On Wed, May 02, 2001 at 12:19:29PM -0700, Tracy R Reed wrote:
> I am subscribed to a LOT of mailing lists. 34, actually. And I find myself
> switching around between them fairly often as I try to keep up on the latest
> news with various projects. 
> 
> There are a couple things that I wish mutt could do:
> 
> 1. Build a hash index of all of the info displayed in the index so it doesn't
> have to scan every file in the maildir (or read the whole mbox for those using
> mbox) every time I open the folder as well as check for new emails and only
> read those once to get the info for the hash index. I've never seen a
> Unix/Linux based mailreader that actually does this. They all seem to scan the
> whole folder every time. The info could be stored in a ~Maildir/.indexhash file
> or something and regenerated if it is deleted for some reason.

Would be nice...
 
> 2. Display a summary of how many read/unread/etc. in the folder list.

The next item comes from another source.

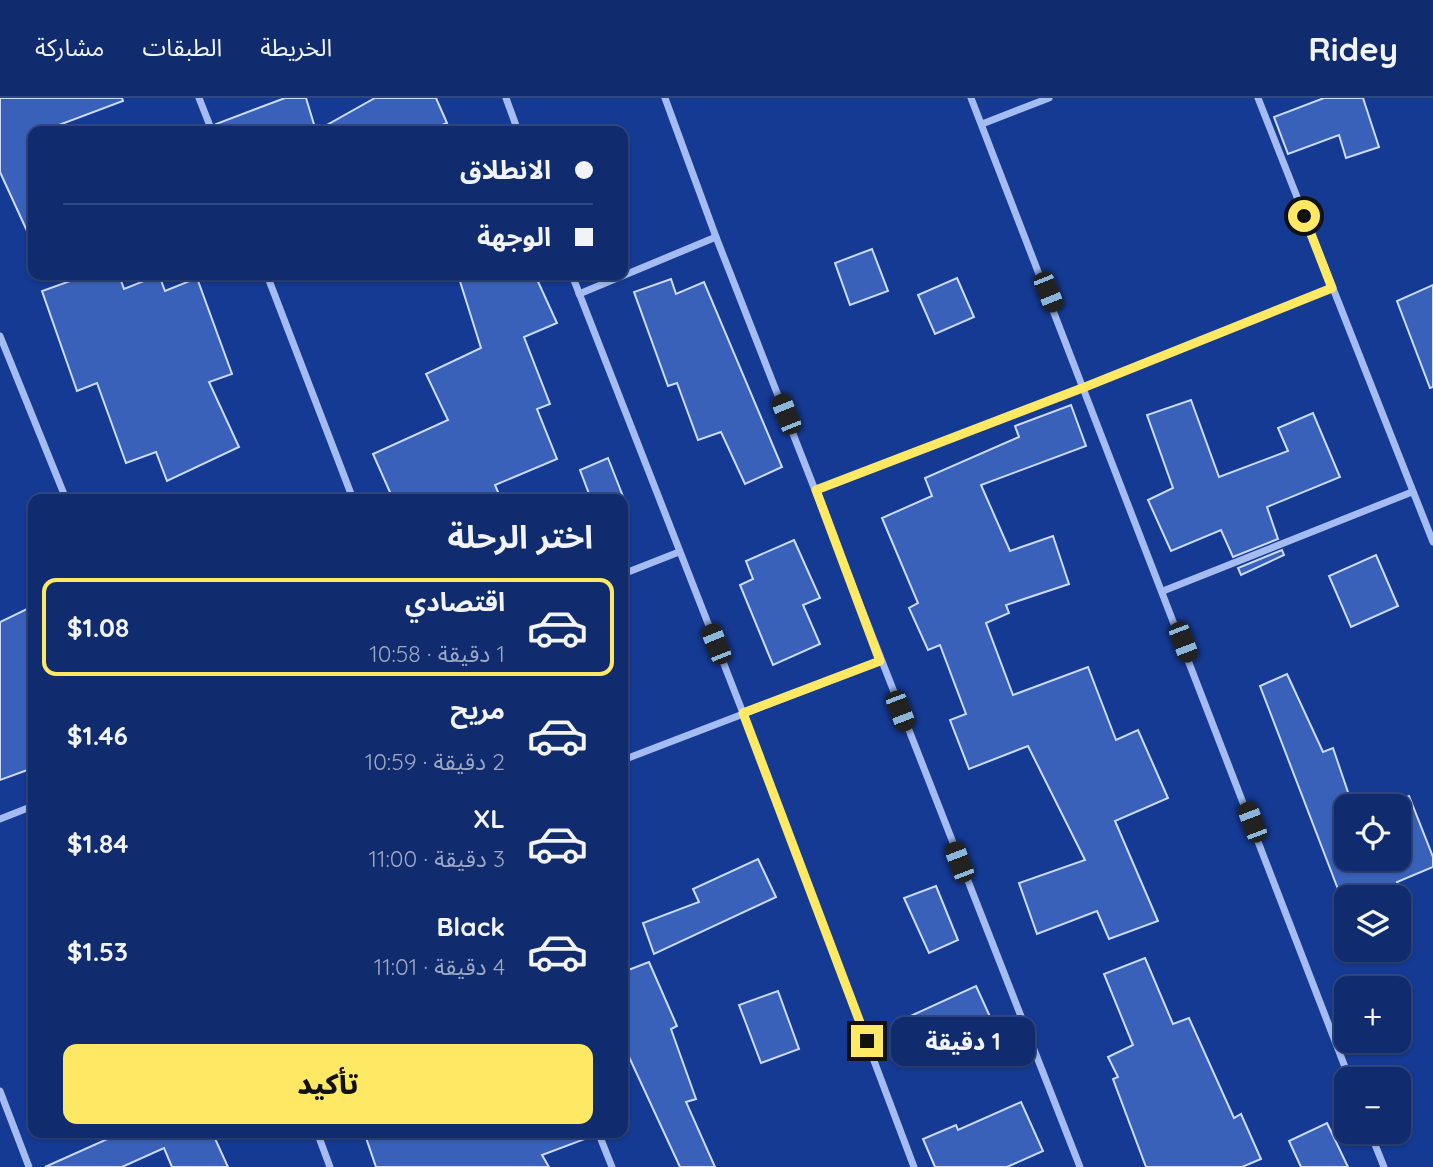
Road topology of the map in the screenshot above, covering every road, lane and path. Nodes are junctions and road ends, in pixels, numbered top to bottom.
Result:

Yeah, $folder_format should be able to do this.
 
> 3. A faster and easier way to switch from one folder to another. Currently I
> hit
> 
> c ? <j as many times as necessary to get to the next folder I want to read> \n
>
> It would be nice if I could just hit N to go to the next folder. There may be a
> way to do this with macros already but I'm not sure how one would get the next
> folder name. This wouldn't be all that useful until the above mentioned has
> index was working anyway due to the slow speed of parsing the folders.

typing: c =mutt
and using tab completions are a faster way to switch.

Or: c <space><space>
etc. will scroll through all your mailboxes with new mail.

There are some pretty good ideas.  Why don't you post them of the
mutt-dev list and see what they say?